Beginning around October 1 st , on a warm day that has been preceded by a cold night, MALB’s will gather on windows, in attics, and on walls of buildings by the hundreds, sometimes by the thousands.
They are searching for a warm place to spend the winter. They seem to be attracted to white or light-colored homes and buildings and show a particular interest in southward facing walls. This tendency follows their natural behavior of finding cracks and crevices in southward facing cliffs in their native Asia as they search for a place to overwinter. Once inside they tend to gather in corners of the walls, ceilings and in your windows.
Multicolored Asian Lady Beetles can bite if provoked, but they do not carry human diseases. If you crush them, they can emit a foul-smelling defensive chemical that can stain walls and fabric. However, they do not reproduce indoors and do not eat wood, fabric or even houseplants.
The MALB’s biggest threat is they are simply aggravating.
Multicolored Asian Lady Beetles may be a nuisance to some but unsung heroes to others. They eat aphids and other soft-bodied insects like Tic Tacs. According to scientists, MALB’s can eat almost 300 aphids a day. They are an important predator of soybean aphids. They protect ornamental trees, shrubs and crops while simultaneously reducing farmers reliance on insecticides.
As beneficial and harmless as they may be, how do you get them out of your house?
According to the Dept. of Entomology at Cornell University, “The use of insecticides for controlling MALB’s is not recommended and is strongly discouraged.
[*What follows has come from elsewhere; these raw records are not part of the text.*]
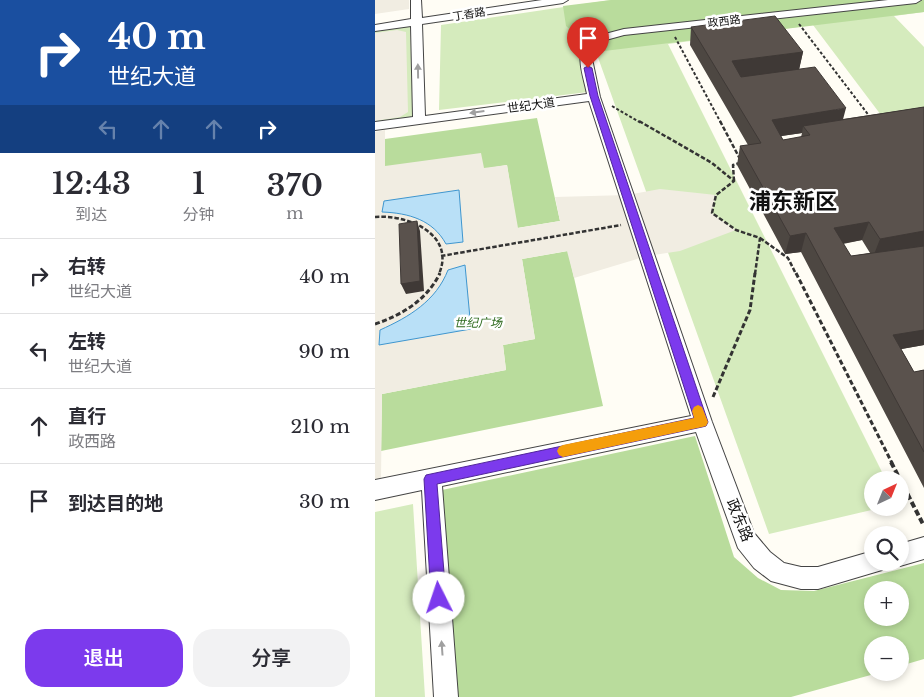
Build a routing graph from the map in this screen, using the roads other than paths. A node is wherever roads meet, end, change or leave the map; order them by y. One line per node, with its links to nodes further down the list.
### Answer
1 (416, 0): 6 (street)
2 (513, 0): 6 (street, 丁香路)
3 (563, 0): 5 (street, 丁香路)
4 (916, 0): 9 (street, 政西路)
5 (548, 1): 6 (street, 丁香路)
6 (417, 18): 7 (street, 丁香路); 8 (street, 丁香路); 10 (street, one-way to 6)
7 (375, 21)
8 (375, 28)
9 (594, 96): 10 (street, 世纪大道, one-way to 10); 12 (street)
10 (419, 120): 11 (street, 世纪大道)
11 (375, 126)
12 (702, 422): 13 (street); 17 (street, 政东路)
13 (431, 479): 14 (street); 18 (street, one-way to 13)
14 (375, 490)
15 (924, 548): 16 (street)
16 (909, 552)
17 (864, 565)
18 (446, 697)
The best technique for managing lady beetles is first to prevent their entry into houses and other buildings by sealing cracks and openings around windows, doors, siding, and utility pipes with a quality silicone or silicone-latex caulk.
If beetles still gain entry into living spaces, then it is recommended to remove and dispose of them using a broom and dustpan or vacuum cleaner and release them outdoors.”